■ Directions for this task
In the records that come next, find every line with "AVONDALE". Return those lines.

*** Opening Data ***

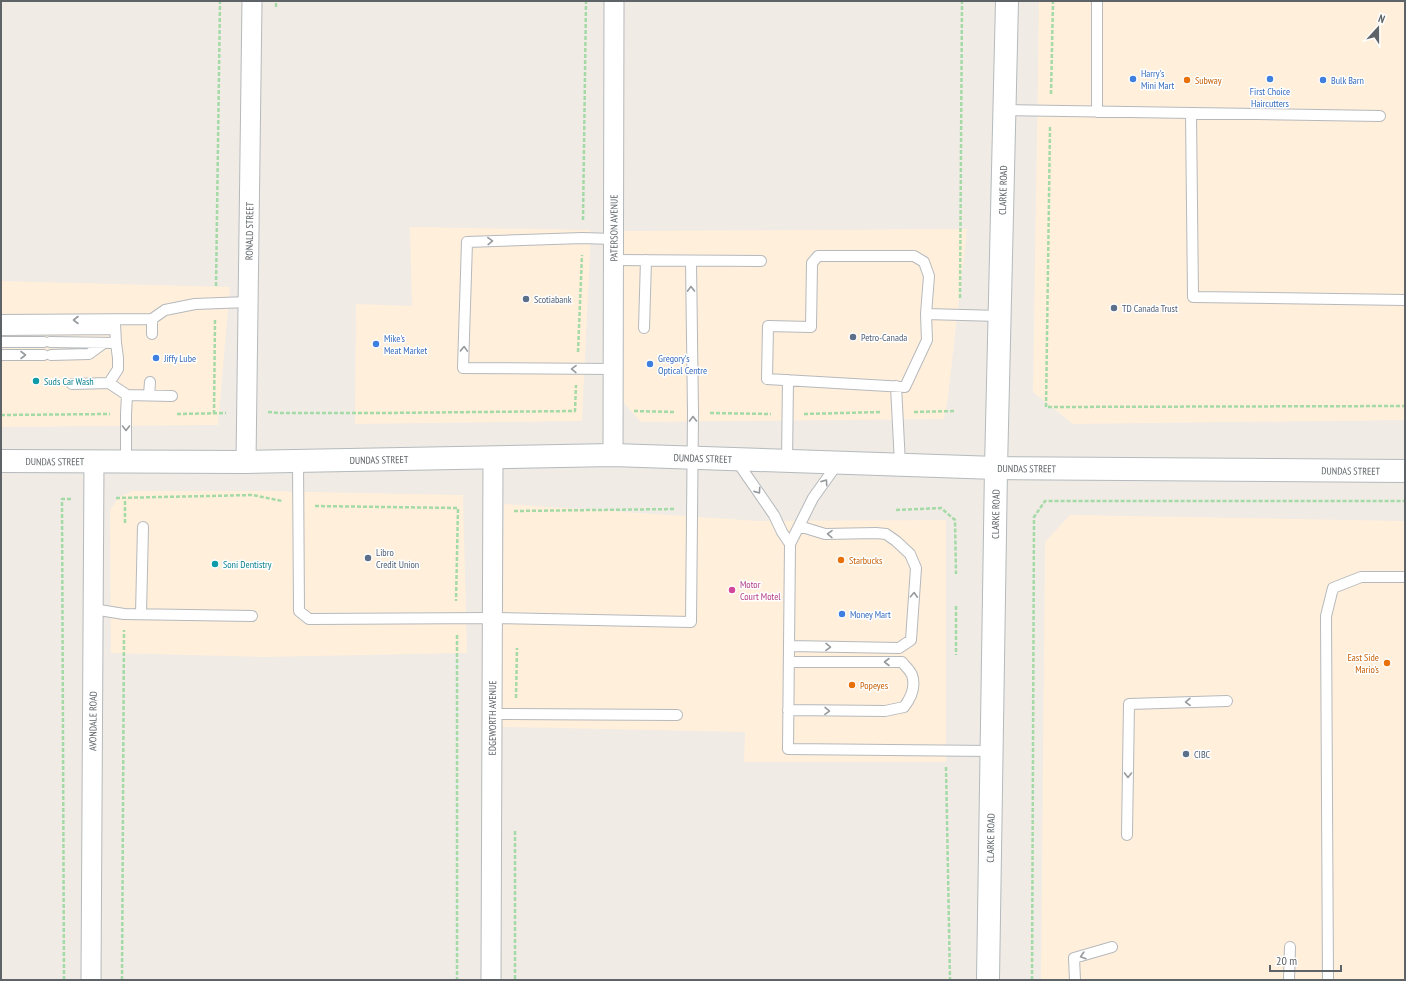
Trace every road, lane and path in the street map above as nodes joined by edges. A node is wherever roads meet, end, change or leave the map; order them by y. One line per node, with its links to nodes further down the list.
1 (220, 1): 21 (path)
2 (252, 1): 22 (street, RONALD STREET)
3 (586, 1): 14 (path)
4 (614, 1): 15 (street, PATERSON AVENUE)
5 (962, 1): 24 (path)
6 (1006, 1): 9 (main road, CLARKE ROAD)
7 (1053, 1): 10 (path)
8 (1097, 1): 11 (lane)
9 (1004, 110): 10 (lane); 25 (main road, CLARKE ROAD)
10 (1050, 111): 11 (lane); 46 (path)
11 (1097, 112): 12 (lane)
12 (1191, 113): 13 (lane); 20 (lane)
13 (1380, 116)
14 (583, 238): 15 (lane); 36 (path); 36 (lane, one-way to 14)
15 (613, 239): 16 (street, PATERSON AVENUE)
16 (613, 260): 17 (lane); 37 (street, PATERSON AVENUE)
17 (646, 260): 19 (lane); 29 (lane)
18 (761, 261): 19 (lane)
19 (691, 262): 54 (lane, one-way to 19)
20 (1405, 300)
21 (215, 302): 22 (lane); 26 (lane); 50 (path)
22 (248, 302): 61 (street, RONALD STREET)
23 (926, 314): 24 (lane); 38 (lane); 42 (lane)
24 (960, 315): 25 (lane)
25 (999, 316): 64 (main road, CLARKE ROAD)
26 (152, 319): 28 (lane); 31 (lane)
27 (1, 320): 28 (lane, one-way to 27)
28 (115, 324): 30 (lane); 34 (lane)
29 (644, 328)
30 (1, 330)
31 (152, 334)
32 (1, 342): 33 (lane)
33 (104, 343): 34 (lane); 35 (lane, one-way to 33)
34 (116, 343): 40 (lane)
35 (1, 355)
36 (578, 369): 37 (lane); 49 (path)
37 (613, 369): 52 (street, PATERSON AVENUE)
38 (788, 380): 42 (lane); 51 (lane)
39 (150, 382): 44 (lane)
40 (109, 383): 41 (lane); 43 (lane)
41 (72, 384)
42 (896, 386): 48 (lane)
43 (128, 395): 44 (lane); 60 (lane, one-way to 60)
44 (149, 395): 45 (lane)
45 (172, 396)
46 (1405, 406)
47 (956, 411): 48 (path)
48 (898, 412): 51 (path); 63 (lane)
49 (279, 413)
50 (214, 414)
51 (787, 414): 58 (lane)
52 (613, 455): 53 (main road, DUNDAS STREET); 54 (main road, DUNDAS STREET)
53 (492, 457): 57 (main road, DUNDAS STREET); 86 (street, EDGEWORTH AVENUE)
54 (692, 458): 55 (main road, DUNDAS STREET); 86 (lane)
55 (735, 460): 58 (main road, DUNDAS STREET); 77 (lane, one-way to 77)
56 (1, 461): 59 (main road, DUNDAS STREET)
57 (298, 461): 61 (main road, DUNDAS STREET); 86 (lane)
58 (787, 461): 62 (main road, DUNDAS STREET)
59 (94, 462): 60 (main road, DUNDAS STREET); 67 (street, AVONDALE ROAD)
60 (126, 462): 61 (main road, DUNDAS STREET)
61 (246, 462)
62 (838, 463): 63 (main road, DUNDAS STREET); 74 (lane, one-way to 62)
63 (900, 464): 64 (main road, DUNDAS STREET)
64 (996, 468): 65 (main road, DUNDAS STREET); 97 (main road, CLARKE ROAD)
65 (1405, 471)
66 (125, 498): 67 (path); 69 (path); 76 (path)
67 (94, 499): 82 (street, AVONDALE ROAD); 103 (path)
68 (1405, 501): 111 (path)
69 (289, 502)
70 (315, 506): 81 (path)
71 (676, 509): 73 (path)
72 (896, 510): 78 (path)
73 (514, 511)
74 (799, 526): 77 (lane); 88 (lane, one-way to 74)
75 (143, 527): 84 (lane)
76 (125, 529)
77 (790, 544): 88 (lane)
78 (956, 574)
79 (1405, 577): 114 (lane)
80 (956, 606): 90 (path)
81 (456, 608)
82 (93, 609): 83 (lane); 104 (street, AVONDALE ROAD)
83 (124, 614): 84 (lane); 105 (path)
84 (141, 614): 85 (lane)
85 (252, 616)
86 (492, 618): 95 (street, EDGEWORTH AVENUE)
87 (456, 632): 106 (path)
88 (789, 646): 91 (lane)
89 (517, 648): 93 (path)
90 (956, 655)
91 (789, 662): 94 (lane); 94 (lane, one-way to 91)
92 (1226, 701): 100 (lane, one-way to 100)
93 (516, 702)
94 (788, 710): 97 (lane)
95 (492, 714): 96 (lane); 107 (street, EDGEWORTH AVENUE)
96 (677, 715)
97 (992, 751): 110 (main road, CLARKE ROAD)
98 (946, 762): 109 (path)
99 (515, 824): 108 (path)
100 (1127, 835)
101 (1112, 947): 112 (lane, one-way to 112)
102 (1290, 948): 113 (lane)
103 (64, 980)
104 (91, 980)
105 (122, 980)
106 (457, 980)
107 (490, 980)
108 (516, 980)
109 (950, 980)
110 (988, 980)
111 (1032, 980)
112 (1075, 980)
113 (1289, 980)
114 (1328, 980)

*** Closing Data ***

■ Solution to this exercise
59 (94, 462): 60 (main road, DUNDAS STREET); 67 (street, AVONDALE ROAD)
67 (94, 499): 82 (street, AVONDALE ROAD); 103 (path)
82 (93, 609): 83 (lane); 104 (street, AVONDALE ROAD)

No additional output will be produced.